[Stored records]

----------

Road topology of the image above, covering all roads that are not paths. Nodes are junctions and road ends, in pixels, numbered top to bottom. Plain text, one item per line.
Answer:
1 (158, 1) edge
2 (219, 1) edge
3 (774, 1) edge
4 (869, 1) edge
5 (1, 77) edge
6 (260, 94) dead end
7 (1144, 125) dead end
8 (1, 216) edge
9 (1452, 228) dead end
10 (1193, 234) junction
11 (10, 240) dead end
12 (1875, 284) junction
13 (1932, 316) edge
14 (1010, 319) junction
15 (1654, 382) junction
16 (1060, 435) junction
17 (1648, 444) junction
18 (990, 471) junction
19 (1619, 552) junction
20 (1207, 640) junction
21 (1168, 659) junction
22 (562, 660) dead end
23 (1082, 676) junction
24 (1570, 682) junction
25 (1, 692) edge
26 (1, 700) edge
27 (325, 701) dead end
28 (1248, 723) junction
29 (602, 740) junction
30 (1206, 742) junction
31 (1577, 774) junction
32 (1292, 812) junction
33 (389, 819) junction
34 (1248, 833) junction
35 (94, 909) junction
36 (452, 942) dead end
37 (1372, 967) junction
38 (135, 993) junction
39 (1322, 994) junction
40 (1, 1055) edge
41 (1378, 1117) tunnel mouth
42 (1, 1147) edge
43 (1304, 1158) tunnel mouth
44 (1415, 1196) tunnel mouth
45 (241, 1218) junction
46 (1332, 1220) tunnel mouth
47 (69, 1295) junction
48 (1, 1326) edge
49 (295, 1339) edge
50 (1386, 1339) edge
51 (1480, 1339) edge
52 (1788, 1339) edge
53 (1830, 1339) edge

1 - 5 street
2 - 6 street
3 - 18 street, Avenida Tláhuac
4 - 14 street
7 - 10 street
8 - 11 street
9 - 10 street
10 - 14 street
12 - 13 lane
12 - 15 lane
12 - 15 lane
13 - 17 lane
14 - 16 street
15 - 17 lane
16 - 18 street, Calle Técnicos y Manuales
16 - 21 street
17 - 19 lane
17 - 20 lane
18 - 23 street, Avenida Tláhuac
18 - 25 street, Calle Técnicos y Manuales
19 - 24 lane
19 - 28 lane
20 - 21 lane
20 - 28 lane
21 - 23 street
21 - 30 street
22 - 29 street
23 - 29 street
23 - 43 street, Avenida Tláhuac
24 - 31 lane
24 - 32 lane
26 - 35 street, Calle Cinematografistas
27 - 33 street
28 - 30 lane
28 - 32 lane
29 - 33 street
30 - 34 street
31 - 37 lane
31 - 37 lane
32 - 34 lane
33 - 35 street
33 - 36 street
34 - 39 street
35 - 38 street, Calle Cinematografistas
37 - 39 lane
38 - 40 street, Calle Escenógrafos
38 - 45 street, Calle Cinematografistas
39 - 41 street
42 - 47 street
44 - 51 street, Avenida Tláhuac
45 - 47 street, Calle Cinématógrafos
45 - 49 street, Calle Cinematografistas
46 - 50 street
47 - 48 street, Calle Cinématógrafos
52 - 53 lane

----------

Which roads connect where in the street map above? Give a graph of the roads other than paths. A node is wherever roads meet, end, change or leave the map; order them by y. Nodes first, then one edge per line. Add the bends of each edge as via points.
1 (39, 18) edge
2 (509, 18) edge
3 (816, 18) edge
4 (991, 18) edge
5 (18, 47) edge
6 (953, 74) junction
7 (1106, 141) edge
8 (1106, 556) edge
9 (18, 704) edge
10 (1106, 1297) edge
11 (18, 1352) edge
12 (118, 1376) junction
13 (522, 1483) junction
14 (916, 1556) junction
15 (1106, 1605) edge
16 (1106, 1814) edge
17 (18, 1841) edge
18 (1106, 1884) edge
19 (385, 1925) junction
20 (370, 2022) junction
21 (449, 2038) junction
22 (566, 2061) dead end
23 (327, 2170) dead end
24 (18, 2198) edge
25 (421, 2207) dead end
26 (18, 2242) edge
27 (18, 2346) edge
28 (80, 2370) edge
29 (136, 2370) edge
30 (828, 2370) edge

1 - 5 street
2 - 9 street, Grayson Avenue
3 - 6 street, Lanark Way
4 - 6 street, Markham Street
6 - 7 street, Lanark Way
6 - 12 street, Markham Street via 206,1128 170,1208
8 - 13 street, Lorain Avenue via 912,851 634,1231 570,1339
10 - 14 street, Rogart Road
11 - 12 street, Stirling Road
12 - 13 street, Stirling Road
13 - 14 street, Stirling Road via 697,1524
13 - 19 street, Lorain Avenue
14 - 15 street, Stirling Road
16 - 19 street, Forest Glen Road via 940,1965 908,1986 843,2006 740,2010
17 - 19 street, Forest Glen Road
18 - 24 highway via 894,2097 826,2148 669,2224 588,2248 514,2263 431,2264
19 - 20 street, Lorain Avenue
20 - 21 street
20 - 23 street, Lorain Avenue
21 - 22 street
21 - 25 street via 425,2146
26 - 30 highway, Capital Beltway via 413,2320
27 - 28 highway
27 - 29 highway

----------

▶ [Task description] Check each line of the records above for "Cinematografistas", and copy those that have it.

▶ [Response for this exercise]
26 - 35 street, Calle Cinematografistas
35 - 38 street, Calle Cinematografistas
38 - 45 street, Calle Cinematografistas
45 - 49 street, Calle Cinematografistas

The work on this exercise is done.